» **Dataset records**:
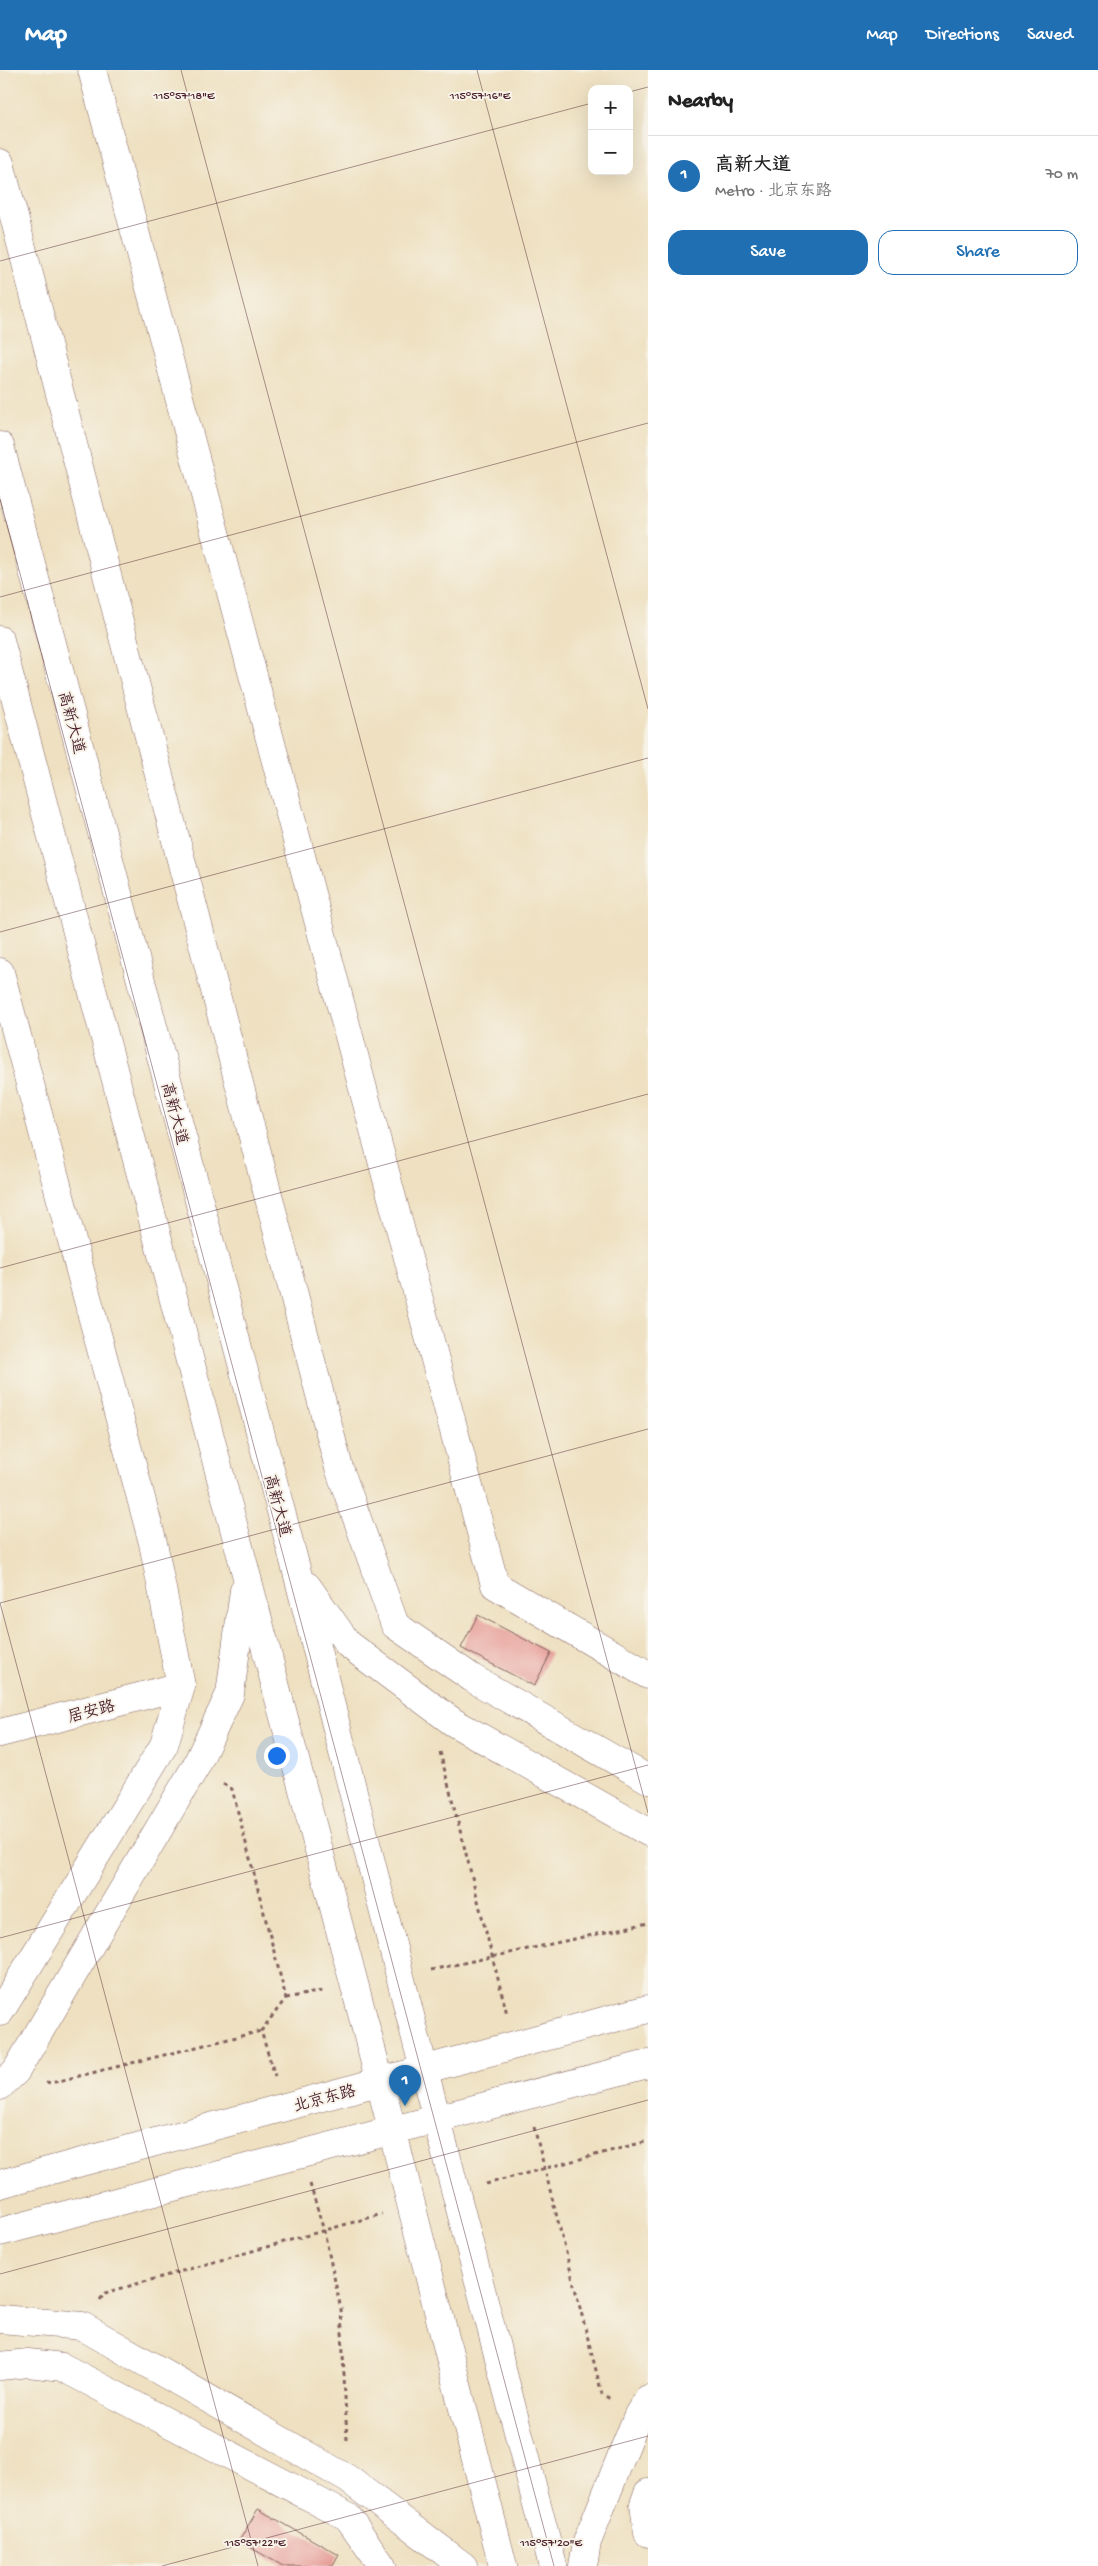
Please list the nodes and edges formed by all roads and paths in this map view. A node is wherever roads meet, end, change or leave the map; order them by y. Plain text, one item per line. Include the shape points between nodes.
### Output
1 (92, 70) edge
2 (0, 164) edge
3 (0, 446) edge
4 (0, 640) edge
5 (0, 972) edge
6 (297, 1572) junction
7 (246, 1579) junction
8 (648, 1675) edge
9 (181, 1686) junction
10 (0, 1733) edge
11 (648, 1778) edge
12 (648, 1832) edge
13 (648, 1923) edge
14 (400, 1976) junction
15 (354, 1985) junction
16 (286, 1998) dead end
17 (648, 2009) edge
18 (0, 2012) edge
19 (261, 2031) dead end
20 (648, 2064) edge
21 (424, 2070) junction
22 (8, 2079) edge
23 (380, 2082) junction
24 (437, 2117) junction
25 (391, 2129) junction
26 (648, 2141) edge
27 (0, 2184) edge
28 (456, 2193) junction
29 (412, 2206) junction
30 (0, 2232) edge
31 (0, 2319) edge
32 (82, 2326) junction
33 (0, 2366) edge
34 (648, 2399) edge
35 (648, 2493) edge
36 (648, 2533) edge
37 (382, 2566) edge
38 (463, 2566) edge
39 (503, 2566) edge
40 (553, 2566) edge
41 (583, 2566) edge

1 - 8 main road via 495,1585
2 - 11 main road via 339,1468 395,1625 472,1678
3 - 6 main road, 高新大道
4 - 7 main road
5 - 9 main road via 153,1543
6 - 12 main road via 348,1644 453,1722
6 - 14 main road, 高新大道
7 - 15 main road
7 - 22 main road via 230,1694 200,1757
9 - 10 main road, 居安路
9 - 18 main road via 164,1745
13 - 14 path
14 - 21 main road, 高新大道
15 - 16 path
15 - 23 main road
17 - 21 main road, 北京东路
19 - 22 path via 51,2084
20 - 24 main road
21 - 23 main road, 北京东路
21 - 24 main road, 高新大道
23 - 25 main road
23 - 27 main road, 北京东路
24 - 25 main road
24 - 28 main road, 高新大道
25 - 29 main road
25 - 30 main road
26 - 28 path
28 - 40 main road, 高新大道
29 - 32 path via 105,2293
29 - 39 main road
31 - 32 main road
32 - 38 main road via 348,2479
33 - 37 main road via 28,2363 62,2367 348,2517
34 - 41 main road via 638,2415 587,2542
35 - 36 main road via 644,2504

» **Task details**:
Leave out the images and transcribe all the records exactly.

» **Expected output**:
Please list the nodes and edges formed by all roads and paths in this map view. A node is wherever roads meet, end, change or leave the map; order them by y. Plain text, one item per line. Include the shape points between nodes.
### Output
1 (92, 70) edge
2 (0, 164) edge
3 (0, 446) edge
4 (0, 640) edge
5 (0, 972) edge
6 (297, 1572) junction
7 (246, 1579) junction
8 (648, 1675) edge
9 (181, 1686) junction
10 (0, 1733) edge
11 (648, 1778) edge
12 (648, 1832) edge
13 (648, 1923) edge
14 (400, 1976) junction
15 (354, 1985) junction
16 (286, 1998) dead end
17 (648, 2009) edge
18 (0, 2012) edge
19 (261, 2031) dead end
20 (648, 2064) edge
21 (424, 2070) junction
22 (8, 2079) edge
23 (380, 2082) junction
24 (437, 2117) junction
25 (391, 2129) junction
26 (648, 2141) edge
27 (0, 2184) edge
28 (456, 2193) junction
29 (412, 2206) junction
30 (0, 2232) edge
31 (0, 2319) edge
32 (82, 2326) junction
33 (0, 2366) edge
34 (648, 2399) edge
35 (648, 2493) edge
36 (648, 2533) edge
37 (382, 2566) edge
38 (463, 2566) edge
39 (503, 2566) edge
40 (553, 2566) edge
41 (583, 2566) edge

1 - 8 main road via 495,1585
2 - 11 main road via 339,1468 395,1625 472,1678
3 - 6 main road, 高新大道
4 - 7 main road
5 - 9 main road via 153,1543
6 - 12 main road via 348,1644 453,1722
6 - 14 main road, 高新大道
7 - 15 main road
7 - 22 main road via 230,1694 200,1757
9 - 10 main road, 居安路
9 - 18 main road via 164,1745
13 - 14 path
14 - 21 main road, 高新大道
15 - 16 path
15 - 23 main road
17 - 21 main road, 北京东路
19 - 22 path via 51,2084
20 - 24 main road
21 - 23 main road, 北京东路
21 - 24 main road, 高新大道
23 - 25 main road
23 - 27 main road, 北京东路
24 - 25 main road
24 - 28 main road, 高新大道
25 - 29 main road
25 - 30 main road
26 - 28 path
28 - 40 main road, 高新大道
29 - 32 path via 105,2293
29 - 39 main road
31 - 32 main road
32 - 38 main road via 348,2479
33 - 37 main road via 28,2363 62,2367 348,2517
34 - 41 main road via 638,2415 587,2542
35 - 36 main road via 644,2504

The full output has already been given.